The court did not find, in direct terms, that the plaintiff, Catalina A. Ames, is the owner of the land in dispute, but it found the following among other facts:
*392 “ 2. That ever since the year 1846 the said plaintiffs and their grantors have been continuously in possession of the lands and premises hereinafter described, claiming the same adversely to defendant, and that the-same have been during the whole of said time inclosed with a substantial fence; and that there has been erected, and is now standing, on said lands a two-story adobe dwelling-house, and a frame dwelling-house, and that said adobe dwelling-house has been occupied by said plaintiffs and their grantors as a dwelling continuously from the said year 1846.”
“ 4. That on the tenth day of April, 1874, the title of said defendant as successor to the Mexican pueblo-of San Diego was confirmed, and that on said day a patent was -issued to defendant by the United States-of America for the land and premises hereinafter described, with other lands, as the pueblo lands of said defendant, and in trust for municipal purposes.”
The foregoing finding numbered two, although somewhat informal, was evidently intended as a finding to the effect that the plaintiffs had, before the commencement of this action, acquired title to the premises in controversy by adverse possession, and that such is its proper construction is not denied by counsel for defendant; but it is urged that the latter finding, numbered four, is in conflict with the former, and shows that plaintiffs ¿[id not and could not have acquired such a title as against defendant.
The finding last above quoted shows clearly that the-defendant city obtained from the United States title to the land in controversy as the successor of the former-pueblo of San Diego, and it is well settled in this state that land thus acquired cannot be sold under an execution issued upon a money judgment against the city succeeding to the rights of the pueblo. (Hart v.

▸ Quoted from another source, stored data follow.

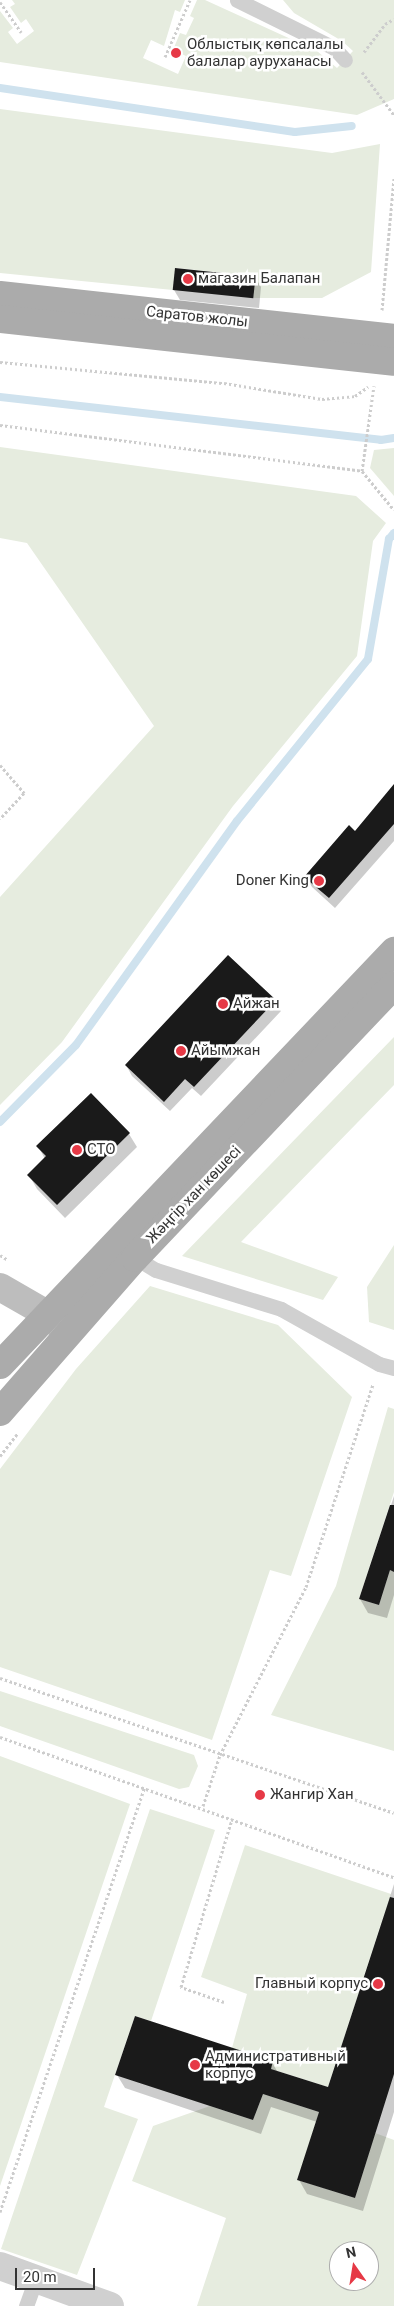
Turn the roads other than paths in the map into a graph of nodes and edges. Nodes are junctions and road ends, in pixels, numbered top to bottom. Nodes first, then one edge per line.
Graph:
1 (237, 0) edge
2 (259, 5) edge
3 (351, 63) road end
4 (0, 295) edge
5 (0, 319) edge
6 (386, 338) edge
7 (394, 362) edge
8 (394, 951) edge
9 (394, 985) edge
10 (124, 1251) junction
11 (0, 1287) edge
12 (48, 1314) junction
13 (68, 1332) junction
14 (4, 1356) edge
15 (387, 1366) edge
16 (0, 1412) edge
17 (0, 2266) edge
18 (36, 2278) junction
19 (26, 2306) edge
20 (110, 2306) edge

1 - 2 lane
2 - 3 lane
4 - 6 main road, Саратов жолы
5 - 7 main road, Саратов жолы
8 - 10 main road, Жәңгір хан көшесі
9 - 10 main road, Жәңгір хан көшесі
10 - 12 main road, Жәңгір хан көшесі
10 - 13 main road, Жәңгір хан көшесі
10 - 15 lane
11 - 12 main road
12 - 13 main road
12 - 14 main road, Жәңгір хан көшесі
13 - 16 main road, Жәңгір хан көшесі
17 - 18 street
18 - 19 lane
18 - 20 street

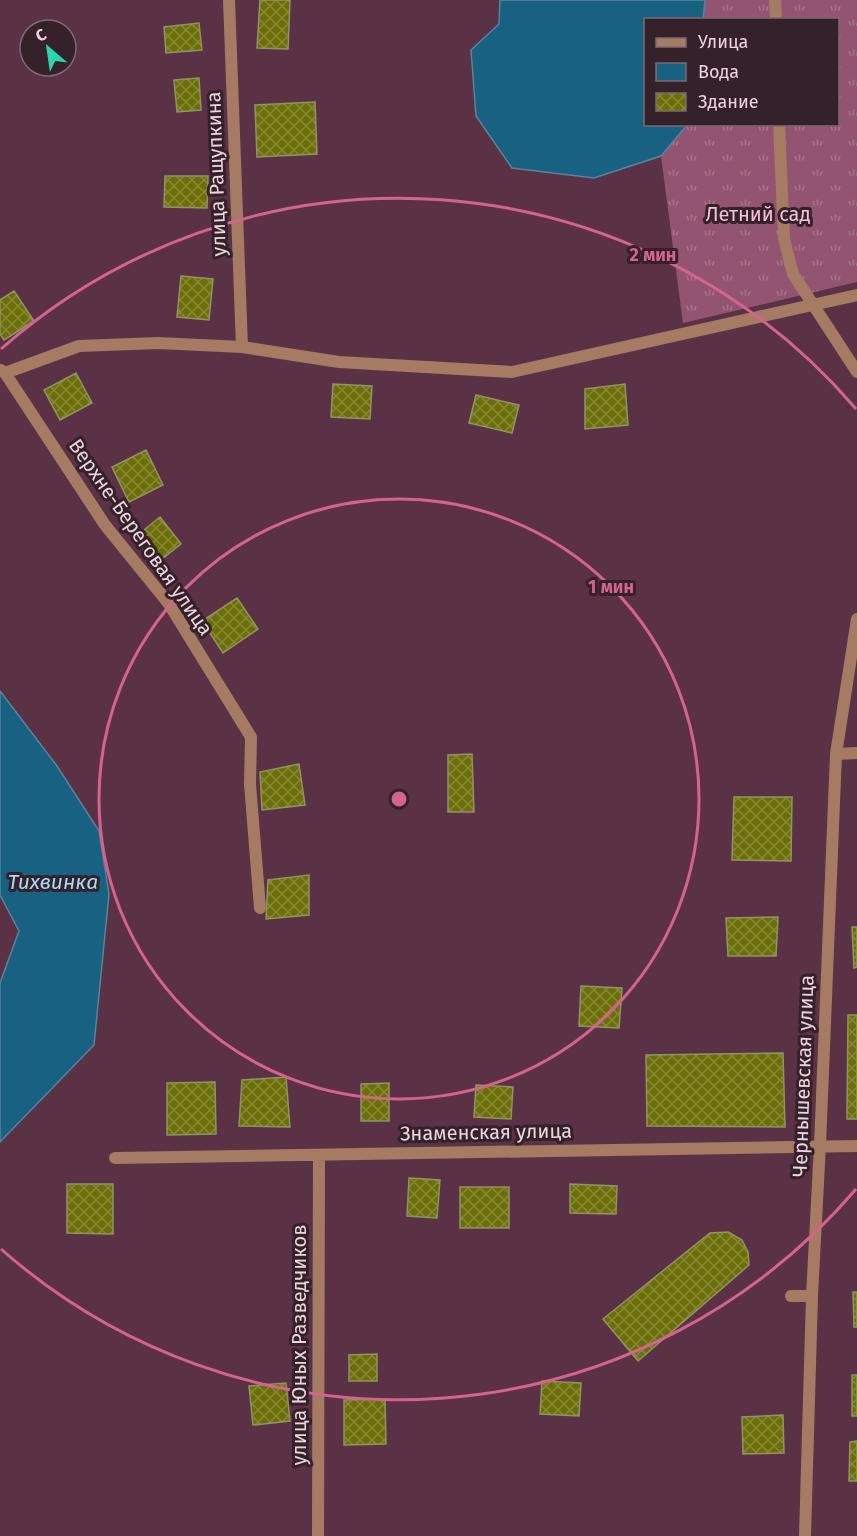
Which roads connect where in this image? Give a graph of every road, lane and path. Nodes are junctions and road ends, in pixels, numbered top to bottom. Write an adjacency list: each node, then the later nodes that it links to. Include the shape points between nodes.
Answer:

Burnett, 15 Cal. 530; San Francisco v. Ganavan, 42 Cal. 541; Townsend v. Greely, 5 Wall. 326.) The reason for this rule is that such lands are not held as the absolute property of the city, but in trust for its inhabitants. The
The defendant city, as successor of the former pueblo, took its lands upon the same trust upon which they were held by the pueblo, and succeeded to the same right of alienation, and while the land held upon such a trust is not subject to sale upon an execution issued upon a judgment against the trustee, it does not by any
But in case of lands, the legal title to which is vested in the city, and which may be alienated by it, the rule just stated in relation to land dedicated to the public use does not apply.
As to land which is the subject of alienation, we are clearly of the opinion that the title of the city thereto may be lost by the adverse possession of another for the requisite period of time; and in regard to pueblo lands of this latter character, such as house lots, we see no reason why the statute of limitations should not apply in favor of an adverse possessor precisely the same as if such land had been acquired by the city by purchase and for purposes of sale, or for any other use not strictly municipal.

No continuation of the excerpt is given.